Dans la foulée, le gouvernement, par un communiqué
de Gilbert Atsu, Ministre de la Jeunesse et des
Sports par intérim, a annoncé l’interdiction de
l’accès des bureaux de la FTF et la suspension du
Championnat National de première Division, en
attendant qu’une solution consensuelle à la crise
soit trouvée avec la CAF.
Pour protester contre cette intrusion du
gouvernement dans les affaires de la Fédération,
les fidèles de Tata Avlessi, au nombre de six, ont
présenté une démission collective du Bureau de la
FTF tout en restant en poste pour expédier les
affaires courantes jusqu’à la mise en place d’un
nouveau Bureau.
Déjà au début de la semaine dernière, Gabriel
Améyi, le Premier Vice Président de la
Fédération, qui, se prévalant des textes de 1994
régissant la FTF, avait annoncé une semaine plus
tôt sa décision d’assurer la présidence de la FTF
après la publication de la sanction de la CAF
contre Tata Avlessi, avait fait bloquer tous les
comptes de la FTF auprès des banques.
Conséquence, la Banque Atlantique a refusé
d’honorer un retrait espèces de 30 millions
ordonné par Tata Avlessi malgré l’injonction qui
lui a été faite par la CAF dans une lettre datée
du 16 juillet 2007, de ne plus poser aucun acte,
ni prendre aucune décision en tant que Président
de la Fédération Togolaise de Football.
Vendredi dernier, tout le monde pensait que les
forces de l’ordre venues fermer les bureaux de la
FTF agissaient pour le compte de Gabriel Améyi,
renseignements pris, il n’en est rien. Au
contraire, Gabriel Améyi se serait lui aussi
insurgé contre cette immixtion du gouvernement
dans les affaires de la Fédération Togolaise de
Football.
De sources proches du gouvernement, on se défend
de toute ingérence. En fait, depuis le début de la
crise, le gouvernement et le Comité National
Olympique Togolais (CNOT) présidé par le Général
Gnofame tentent par tous les moyens, de prendre le
contrôle de la situation.
Sous le prétexte d’aider les protagonistes à
trouver une solution consensuelle à la crise, le
Général Gnofame avait organisé, le lundi 16
juillet, une rencontre qui devait réunir
l’ensemble des protagonistes, y compris Tata
Avlessi.
Craignant que leur participation à cette rencontre
ne soit considérée comme la caution donnée à une
ingérence organisée du gouvernement dans les
affaires de la FTF et un acte de défiance à
l’égard de la CAF et de la FIFA, Gabriel Améyi et
deux de ses partisans avaient décliné l’offre.

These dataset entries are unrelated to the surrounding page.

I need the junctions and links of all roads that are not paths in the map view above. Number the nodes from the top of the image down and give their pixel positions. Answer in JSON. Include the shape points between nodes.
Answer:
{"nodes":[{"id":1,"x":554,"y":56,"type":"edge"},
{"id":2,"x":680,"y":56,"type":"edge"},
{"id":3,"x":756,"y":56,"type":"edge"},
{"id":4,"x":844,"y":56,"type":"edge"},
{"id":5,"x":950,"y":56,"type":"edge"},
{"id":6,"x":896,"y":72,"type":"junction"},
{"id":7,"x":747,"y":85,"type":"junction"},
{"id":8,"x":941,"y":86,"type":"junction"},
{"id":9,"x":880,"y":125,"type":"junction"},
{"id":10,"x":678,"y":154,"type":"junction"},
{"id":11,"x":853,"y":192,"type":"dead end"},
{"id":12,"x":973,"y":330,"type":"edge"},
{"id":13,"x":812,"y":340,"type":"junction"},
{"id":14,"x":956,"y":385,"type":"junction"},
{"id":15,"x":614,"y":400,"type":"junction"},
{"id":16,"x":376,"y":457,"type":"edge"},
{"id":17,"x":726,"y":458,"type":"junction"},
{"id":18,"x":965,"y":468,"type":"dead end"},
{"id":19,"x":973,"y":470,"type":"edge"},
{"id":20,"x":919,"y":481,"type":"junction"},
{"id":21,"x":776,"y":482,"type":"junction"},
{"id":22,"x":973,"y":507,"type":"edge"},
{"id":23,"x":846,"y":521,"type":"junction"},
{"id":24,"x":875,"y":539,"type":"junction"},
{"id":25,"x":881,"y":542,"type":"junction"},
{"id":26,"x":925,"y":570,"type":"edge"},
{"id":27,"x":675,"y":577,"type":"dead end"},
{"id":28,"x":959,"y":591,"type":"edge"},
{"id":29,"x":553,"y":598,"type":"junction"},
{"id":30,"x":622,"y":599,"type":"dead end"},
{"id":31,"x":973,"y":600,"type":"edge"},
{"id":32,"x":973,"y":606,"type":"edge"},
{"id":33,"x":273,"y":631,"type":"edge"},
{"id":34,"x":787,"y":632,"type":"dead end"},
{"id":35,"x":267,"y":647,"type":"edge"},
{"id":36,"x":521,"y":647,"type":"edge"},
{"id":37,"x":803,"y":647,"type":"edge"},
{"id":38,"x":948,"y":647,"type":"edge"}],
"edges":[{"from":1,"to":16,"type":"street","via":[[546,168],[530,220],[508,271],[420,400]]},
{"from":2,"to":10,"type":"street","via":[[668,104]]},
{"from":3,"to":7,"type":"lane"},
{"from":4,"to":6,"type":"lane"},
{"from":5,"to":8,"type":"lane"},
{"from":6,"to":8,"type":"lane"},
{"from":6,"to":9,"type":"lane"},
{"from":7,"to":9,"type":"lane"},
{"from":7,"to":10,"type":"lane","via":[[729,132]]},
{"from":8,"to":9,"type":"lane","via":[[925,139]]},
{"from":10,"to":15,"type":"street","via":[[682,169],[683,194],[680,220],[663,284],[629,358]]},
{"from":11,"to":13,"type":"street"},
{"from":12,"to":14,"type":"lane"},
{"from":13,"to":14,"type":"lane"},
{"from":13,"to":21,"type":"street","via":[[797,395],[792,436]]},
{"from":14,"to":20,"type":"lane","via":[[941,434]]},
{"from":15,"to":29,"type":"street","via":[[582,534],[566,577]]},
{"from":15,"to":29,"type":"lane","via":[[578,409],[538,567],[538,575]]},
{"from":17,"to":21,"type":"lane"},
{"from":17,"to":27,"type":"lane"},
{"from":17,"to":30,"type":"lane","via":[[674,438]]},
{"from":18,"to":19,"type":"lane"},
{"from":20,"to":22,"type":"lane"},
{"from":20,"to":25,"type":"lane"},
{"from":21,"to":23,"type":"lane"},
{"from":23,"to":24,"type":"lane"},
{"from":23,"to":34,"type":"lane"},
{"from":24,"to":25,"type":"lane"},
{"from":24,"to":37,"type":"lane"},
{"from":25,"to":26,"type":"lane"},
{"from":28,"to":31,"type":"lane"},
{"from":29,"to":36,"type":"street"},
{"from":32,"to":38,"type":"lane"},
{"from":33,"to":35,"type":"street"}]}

Le lendemain, lors d’une nouvelle réunion
organisée cette fois-ci par la Présidence de la
République, les autorités ont fait savoir aux deux
camps protagonistes qu’elles allaient envoyer une
mission ministérielle auprès de la CAF afin de
solliciter d’elle, une solution consensuelle ainsi
qu’une feuille de route en vue d’une résolution
définitive de la crise.
Il avait alors été demandé aux deux camps de
s’abstenir de tout acte et de toute déclaration en
attendant le retour de la délégation
ministérielle. C’est à la suite de cet accord
tacite que le Chef de l’Etat a commis les
Ministres Gilbert Atsu et Bernard Walla
accompagnés du Général Gnofame pour une mission
d’information auprès de la CAF.
Il s’agissait pour cette mission, d’obtenir de la
CAF qu’elle dise, au regard des textes régissant
la FTF, qui, de Gabriel Améyi, 1er Vice
Président et de Lawson Gallus, doyen d’âge, est
habilité à succéder à Tata Avlessi.
L’Etat n’ayant pas vocation à se substituer à la
Fédération Togolaise de Football dans les
prérogatives propres à cette dernière, la mission
ministérielle ne peut que se limiter à une mission
de bons offices permettant à la CAF de dire son
arbitrage par rapport aux deux interprétations des
textes en présence.
En aucun cas, la mission diligentée par le Chef de
l’Etat ne peut solliciter de la CAF une non
application des textes. La manière dont les choses
se sont passées a été tout simplement scandaleux.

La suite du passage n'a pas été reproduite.